So it is the splitting I experience. Last week’s exercise on shame (and the shame I feel comes from this) made it perfectly clear that the problem is splitting. I always have done it to some minor extent. Graduate school cured me of most of it, and Reeducation brought it back in a much more extreme form. I am withdrawn, and this is one split, and I have an introjected torturer or persecutor, and that is the other.
Now I am splitting over this paper. All my writing advice — and I do have writing advice, you must give yourself research time, you must give yourself a space of play within your ideas, you must not lose touch with your work, you should not attempt to “binge write” — is true and I need it, but the person who uses that advice has to be present. For that, one must stop the splitting. I tend to think it is better discipline that is needed but that idea exacerbates the splitting. And one must stop the splitting.

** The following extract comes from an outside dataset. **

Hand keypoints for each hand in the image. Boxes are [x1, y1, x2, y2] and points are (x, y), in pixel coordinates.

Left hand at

(I am still against free writing and “just writing”, by the way … I think they are forms of binge writing or busywork, and I don’t believe in bad first drafts, either. All these techniques cause me to write in circles, and the idea of rushing makes me shut down. I had my system set up long before free writing, “just writing,” and the use of alarm clocks to goad oneself into starting and stopping, came into style. Perhaps the people who advocate free writing do not keep notebooks full of notes, or logs of work, or paragraphs that come to them out of the blue on scraps of paper, I do not know. In any case, trying to free write when your actual problem is splitting will get you nowhere.)

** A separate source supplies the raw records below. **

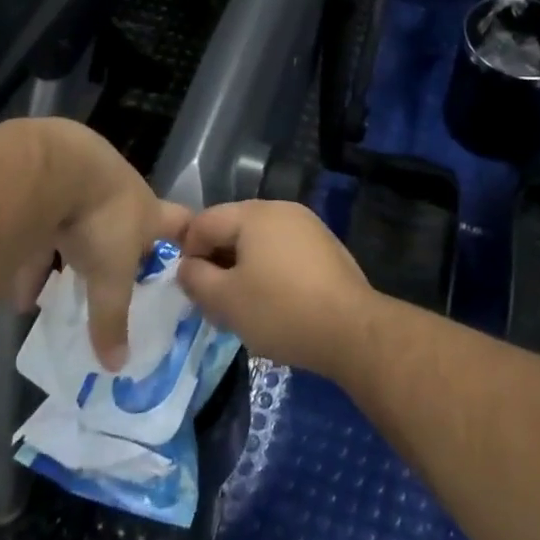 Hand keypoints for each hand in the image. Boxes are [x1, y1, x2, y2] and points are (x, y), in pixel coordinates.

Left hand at [0, 119, 188, 369]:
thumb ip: (111, 321)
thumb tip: (118, 367)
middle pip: (128, 224)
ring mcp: (85, 185)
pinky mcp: (50, 184)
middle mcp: (122, 195)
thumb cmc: (101, 220)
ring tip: (52, 298)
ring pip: (81, 227)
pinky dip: (35, 259)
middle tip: (113, 282)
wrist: (55, 168)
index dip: (187, 237)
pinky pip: (45, 227)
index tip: (190, 253)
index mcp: (148, 212)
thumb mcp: (109, 280)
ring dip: (69, 260)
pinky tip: (20, 293)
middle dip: (120, 252)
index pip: (180, 223)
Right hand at [178, 201, 374, 378]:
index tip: (189, 287)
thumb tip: (187, 267)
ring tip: (242, 305)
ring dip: (243, 268)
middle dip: (217, 261)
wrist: (351, 329)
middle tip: (212, 300)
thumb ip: (196, 279)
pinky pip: (284, 252)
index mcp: (254, 214)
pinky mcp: (326, 247)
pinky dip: (270, 271)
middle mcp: (282, 209)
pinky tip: (274, 303)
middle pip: (234, 228)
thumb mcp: (225, 301)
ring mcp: (308, 226)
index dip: (188, 252)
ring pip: (260, 241)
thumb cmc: (281, 311)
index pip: (205, 221)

I have been splitting, and it is important to notice this and integrate, it seems. I have to consider this further. Splitting means I turn on myself, and the reading on shame reminds us that nowadays, the perpetuation of emotional suffering is self inflicted and can therefore be stopped. I want to hold onto some fleeting visions: one, of the feeling that trauma was past or could be past, and two, of myself in the center of my life. Not pressed against the edges while some large other person flings around from the center of the room with a sledgehammer.
I want peace. I can remember what it was like not to be splitting; I remember taking really good care of myself on the one hand, but not thinking about myself at all, on the other, because this was not needed; I was present.